--- ABOUT THIS TASK ---
Scan the entries for lines containing the string "down". Reply with how many there are, and nothing else.

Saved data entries
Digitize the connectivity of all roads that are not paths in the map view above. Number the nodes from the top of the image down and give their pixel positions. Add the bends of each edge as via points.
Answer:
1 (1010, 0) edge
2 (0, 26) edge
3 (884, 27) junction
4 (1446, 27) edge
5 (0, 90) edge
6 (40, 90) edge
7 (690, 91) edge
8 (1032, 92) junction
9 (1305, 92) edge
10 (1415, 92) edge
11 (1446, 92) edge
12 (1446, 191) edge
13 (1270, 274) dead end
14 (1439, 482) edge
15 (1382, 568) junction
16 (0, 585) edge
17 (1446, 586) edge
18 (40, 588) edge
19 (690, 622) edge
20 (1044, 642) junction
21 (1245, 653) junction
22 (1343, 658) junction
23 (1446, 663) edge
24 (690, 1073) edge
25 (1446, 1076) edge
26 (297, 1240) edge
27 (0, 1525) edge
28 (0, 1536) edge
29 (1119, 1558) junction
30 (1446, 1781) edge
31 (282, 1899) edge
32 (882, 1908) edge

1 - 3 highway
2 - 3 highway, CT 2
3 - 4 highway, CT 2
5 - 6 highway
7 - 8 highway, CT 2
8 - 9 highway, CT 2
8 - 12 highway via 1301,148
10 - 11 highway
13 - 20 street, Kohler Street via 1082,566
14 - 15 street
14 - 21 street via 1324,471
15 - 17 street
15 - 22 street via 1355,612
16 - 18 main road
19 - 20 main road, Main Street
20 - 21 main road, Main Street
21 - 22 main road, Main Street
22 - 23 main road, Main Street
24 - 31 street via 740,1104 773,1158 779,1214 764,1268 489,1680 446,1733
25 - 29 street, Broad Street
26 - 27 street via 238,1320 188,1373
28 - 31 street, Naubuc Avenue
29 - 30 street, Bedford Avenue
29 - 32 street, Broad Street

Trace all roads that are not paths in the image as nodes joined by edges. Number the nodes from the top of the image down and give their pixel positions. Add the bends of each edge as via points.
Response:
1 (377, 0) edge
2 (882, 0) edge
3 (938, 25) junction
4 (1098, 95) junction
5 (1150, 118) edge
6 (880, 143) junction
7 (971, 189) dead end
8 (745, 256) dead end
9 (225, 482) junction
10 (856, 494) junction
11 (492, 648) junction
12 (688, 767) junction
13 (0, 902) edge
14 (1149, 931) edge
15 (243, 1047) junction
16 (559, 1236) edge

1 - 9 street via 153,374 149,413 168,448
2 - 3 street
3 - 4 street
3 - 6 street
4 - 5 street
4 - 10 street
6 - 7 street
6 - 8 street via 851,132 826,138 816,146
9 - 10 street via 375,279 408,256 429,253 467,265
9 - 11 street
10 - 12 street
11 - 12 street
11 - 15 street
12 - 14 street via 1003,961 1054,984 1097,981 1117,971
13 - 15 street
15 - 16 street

--- WRITTEN REPLY ---
2